Vaccine hesitancy hero

There have been at least 101,785 cases of COVID-19 among prison staff nationwide—who are 3.2 times more likely to contract the virus than the general public—and at least 377,497 cases and 2,400 deaths among incarcerated people. Jails and prisons also represent the 15 largest coronavirus clusters in the country.

In California, Connecticut, Iowa, Massachusetts, Oregon, and West Virginia, reports from departments of corrections have confirmed that at least 40 percent of corrections officers, workers, and contracted healthcare staff have elected not to receive a vaccine. In some jurisdictions, the numbers are higher—in Shawnee County, Kansas, 70 percent of eligible employees have declined a vaccine, and only 35 percent of prison workers in North Carolina have opted in. Although corrections leaders and unions in states like Pennsylvania have called for state officials to prioritize prison workers for vaccination, the difficulty of combating a torrent of misinformation has reduced public confidence in the vaccination process and has made it a challenge to convince staff in many congregate settings, even outside of corrections, to follow health and safety protocols. In Nevada, corrections officials told the state’s Sentencing Commission that some employees said they would rather quit than get vaccinated.

Making the vaccine available and encouraging participation from both corrections staff and people who are incarcerated is vital to stemming the spread of COVID-19. Although several states have prioritized vaccination for correctional staff, only six states have designated incarcerated people as eligible to be early recipients of the vaccine—in direct contradiction of Centers for Disease Control and American Medical Association guidelines. Given the legacy of white supremacy in both the criminal legal and public health systems, it is no coincidence that incarcerated people—33 percent of whom are Black—are neglected in the fight against COVID-19 behind bars. Histories of medical racism and experimentation on marginalized communities that have suffered disproportionately during this pandemic pose a further challenge, even when vaccination is available. Public health officials must demonstrate that this time they will protect those they have failed in the past.

And COVID-19 clusters that develop in correctional facilities will not be contained within their walls. Approximately 200,000 people are booked into and released from U.S. jails each week. Corrections staff can also carry the virus home to their families and neighborhoods or into facilities. A study of Cook County Jail in Chicago found that an outbreak behind bars that spread to neighboring communities was associated with 15.7 percent of all documented COVID-19 cases in Illinois.

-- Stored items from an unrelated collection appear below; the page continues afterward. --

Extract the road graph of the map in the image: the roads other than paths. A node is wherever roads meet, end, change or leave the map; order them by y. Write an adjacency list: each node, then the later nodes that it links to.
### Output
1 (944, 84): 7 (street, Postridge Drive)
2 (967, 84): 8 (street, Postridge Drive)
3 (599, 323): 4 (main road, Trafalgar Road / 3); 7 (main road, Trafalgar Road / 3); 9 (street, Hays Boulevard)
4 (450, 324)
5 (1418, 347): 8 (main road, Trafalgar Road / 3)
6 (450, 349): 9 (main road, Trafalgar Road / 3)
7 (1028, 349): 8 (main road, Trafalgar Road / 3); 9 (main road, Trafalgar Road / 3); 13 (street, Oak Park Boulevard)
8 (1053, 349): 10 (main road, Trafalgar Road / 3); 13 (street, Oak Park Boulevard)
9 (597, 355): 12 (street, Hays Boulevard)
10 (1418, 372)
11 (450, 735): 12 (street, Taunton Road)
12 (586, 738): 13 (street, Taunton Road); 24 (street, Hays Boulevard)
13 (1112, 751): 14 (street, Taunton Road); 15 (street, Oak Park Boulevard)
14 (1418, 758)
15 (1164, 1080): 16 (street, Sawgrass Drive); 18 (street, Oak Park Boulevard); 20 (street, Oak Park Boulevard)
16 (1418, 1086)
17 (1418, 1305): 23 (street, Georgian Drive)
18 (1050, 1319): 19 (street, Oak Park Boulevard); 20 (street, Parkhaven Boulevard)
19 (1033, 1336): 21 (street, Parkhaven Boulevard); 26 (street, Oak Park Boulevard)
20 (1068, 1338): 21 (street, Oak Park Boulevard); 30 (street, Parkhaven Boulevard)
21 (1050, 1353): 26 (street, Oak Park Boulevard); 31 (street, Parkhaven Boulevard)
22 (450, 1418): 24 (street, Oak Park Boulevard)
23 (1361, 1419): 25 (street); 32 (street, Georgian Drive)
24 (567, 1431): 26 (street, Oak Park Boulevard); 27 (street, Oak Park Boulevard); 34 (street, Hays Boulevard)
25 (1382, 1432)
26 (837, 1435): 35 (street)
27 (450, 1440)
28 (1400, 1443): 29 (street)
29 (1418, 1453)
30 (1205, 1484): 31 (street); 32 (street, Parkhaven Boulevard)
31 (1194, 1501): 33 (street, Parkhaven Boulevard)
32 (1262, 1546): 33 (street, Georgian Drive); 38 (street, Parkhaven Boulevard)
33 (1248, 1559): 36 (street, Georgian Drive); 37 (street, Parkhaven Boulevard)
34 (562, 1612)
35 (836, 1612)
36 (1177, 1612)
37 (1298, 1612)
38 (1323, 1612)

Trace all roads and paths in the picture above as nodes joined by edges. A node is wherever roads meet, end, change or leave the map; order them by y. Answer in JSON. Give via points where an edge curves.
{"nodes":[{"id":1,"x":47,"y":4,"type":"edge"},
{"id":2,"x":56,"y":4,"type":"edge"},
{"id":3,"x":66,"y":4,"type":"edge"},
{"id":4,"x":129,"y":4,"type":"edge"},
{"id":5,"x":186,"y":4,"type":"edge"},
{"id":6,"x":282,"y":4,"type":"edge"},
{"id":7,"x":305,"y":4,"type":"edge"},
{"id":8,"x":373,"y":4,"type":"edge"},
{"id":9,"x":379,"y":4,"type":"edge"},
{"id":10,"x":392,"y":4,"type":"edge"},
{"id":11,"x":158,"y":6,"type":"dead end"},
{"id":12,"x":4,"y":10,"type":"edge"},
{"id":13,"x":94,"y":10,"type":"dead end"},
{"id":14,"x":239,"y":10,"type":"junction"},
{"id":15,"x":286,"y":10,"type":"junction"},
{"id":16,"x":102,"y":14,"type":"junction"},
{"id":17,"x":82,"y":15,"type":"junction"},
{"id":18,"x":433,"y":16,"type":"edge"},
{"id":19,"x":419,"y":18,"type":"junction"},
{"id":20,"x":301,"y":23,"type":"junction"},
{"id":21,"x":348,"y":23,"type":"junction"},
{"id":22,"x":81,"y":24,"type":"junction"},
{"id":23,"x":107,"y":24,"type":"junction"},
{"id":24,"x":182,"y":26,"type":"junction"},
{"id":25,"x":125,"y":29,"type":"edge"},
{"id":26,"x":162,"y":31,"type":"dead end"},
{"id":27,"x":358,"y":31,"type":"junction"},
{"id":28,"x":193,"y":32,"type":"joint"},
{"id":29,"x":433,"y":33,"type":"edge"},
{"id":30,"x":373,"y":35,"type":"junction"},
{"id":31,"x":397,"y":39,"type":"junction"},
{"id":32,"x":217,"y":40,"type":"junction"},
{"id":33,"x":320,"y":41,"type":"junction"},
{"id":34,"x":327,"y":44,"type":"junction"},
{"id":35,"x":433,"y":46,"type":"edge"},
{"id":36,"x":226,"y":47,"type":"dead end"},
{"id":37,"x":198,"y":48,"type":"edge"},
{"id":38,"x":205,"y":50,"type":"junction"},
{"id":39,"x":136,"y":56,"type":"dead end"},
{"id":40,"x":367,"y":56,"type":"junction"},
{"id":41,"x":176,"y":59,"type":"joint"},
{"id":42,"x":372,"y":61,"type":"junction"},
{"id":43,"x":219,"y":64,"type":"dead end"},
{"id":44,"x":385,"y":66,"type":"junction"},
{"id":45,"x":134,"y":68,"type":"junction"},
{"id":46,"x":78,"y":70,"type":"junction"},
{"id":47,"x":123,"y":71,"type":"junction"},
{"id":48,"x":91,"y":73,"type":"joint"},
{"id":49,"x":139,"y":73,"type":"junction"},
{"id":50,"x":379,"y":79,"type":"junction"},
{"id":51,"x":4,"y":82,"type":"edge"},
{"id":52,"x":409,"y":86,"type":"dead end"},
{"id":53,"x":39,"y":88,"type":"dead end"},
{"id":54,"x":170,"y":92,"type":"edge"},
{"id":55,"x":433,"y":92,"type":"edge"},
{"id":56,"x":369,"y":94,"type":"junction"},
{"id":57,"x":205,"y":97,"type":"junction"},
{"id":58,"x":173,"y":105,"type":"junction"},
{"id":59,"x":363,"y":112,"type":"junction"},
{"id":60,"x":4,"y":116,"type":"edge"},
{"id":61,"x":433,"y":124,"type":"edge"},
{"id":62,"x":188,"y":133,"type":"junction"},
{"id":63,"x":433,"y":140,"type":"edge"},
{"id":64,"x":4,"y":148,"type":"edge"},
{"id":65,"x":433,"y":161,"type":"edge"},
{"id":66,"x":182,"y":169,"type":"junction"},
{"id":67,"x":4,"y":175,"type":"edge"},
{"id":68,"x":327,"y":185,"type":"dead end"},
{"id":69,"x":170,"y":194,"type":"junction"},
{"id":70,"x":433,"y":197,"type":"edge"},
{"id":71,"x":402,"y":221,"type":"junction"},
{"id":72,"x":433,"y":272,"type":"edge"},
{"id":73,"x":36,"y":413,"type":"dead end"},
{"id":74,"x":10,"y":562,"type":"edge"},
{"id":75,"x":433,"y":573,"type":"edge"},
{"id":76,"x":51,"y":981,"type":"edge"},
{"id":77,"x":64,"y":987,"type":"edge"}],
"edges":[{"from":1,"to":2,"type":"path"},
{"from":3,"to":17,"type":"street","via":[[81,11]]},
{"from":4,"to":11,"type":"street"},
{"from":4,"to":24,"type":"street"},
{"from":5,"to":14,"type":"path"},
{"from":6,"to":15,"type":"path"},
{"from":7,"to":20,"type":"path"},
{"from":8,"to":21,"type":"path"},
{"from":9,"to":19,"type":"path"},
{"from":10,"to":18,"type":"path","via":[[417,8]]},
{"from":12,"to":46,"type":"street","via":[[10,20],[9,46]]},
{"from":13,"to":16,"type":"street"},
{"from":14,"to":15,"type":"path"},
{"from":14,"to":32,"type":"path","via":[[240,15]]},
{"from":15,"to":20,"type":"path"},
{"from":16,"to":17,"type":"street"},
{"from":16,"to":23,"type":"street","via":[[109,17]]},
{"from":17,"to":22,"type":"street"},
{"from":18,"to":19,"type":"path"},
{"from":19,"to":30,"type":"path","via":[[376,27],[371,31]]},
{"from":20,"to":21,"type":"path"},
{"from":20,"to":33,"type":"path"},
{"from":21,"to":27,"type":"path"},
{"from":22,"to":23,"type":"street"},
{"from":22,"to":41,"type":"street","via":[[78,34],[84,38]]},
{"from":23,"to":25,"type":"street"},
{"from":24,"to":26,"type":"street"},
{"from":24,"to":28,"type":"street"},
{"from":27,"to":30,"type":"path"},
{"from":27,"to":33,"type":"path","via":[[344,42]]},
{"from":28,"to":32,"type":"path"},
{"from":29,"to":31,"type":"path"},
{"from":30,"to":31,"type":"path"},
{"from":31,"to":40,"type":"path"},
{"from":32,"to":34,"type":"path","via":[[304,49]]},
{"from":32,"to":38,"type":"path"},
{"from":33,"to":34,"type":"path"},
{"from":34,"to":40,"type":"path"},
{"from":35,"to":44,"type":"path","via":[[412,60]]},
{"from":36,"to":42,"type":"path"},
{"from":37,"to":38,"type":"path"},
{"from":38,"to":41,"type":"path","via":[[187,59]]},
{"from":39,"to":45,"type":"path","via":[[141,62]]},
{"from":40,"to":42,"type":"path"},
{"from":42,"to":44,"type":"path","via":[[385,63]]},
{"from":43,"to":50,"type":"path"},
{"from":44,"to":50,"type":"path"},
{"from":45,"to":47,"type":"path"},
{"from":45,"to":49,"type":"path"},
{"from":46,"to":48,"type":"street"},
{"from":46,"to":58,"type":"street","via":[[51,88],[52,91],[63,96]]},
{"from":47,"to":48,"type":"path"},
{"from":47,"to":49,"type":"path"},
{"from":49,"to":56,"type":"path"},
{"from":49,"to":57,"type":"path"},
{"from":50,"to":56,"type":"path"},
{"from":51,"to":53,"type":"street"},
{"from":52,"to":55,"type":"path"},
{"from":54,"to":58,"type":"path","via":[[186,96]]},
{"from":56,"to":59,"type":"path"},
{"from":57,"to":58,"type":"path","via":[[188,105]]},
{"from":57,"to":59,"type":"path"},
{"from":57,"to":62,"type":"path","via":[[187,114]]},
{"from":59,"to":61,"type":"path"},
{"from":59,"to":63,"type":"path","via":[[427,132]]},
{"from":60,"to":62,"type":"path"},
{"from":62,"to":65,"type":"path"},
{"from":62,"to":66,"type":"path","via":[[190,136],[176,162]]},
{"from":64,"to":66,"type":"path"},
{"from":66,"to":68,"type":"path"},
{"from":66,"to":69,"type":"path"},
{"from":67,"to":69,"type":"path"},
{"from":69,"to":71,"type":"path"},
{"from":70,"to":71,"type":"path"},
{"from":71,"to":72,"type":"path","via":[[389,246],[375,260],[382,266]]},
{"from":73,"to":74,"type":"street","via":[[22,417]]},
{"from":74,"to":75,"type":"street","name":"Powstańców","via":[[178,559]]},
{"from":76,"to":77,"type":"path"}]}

What’s more, the same study showed that the rate of incarcerated people and staff entering and leaving the jail was a more accurate predictor of variance in COVID-19 infection rates than any other factor.

Although jail populations in many cities declined in the first half of 2020, in recent months they’ve been steadily on the rise. This country cannot end the pandemic without vaccinating a critical mass of the people who work and are incarcerated in correctional facilities. But more is needed: even with a vaccine, medical experts agree that decarcerating jails and prisons is the best and only practice for truly eliminating the spread.

There are other steps that federal, state, and local officials can take in conjunction with corrections leaders to reduce the transmission of COVID-19 and improve conditions in correctional facilities:

  • Educate corrections employees about their susceptibility to the virus and their increased risk, streamline information sources, and debunk myths associated with the vaccine. Ensure that attractive incentives—like paid time off for potential side effects—exist and are used as a tool to encourage staff buy-in.
  • Implement strategies that address the legitimate fears and distrust that Black staff and incarcerated people have of vaccination—like disseminating messaging by and for people of color and identifying leaders and elders within prisons, jails, and local communities.
  • Prioritize incarcerated people in vaccine distribution and allocation frameworks, as has been done with corrections officers and other essential workers and first responders.
  • Implement vaccine distribution plans that are tailored to the challenges of managing correctional systems—for example, partnering with community-based organizations to conduct public outreach and engagement to ensure that people who are discharged from jail after receiving their first vaccination can receive their second dose in the community.
  • Include justice-involved people in vaccine advisory committees along with medical and public health officials.
  • Decarcerate to make room for social distancing behind bars, and use recommended techniques to redesign spaces within correctional facilities to mitigate overcrowded and isolating conditions.
  • Push for the collection and release of comprehensive data through the passage of the COVID-19 in Corrections Data Transparency Act. State departments of corrections should also report on vaccination allocations and rates for corrections workers and incarcerated people. The North Dakota Department of Corrections, for example, is using a data-informed approach, with the state’s Department of Health indicating that if 70 percent of a facility’s incarcerated community is vaccinated, essentials like in-person family visitation and programming can resume.

In a moment in which the health of all is more interconnected than ever, states should lead courageously, guided by principles of human dignity and transparency, by encouraging vaccination among corrections staff and prioritizing vaccines for those who are incarcerated. Our collective health depends on it.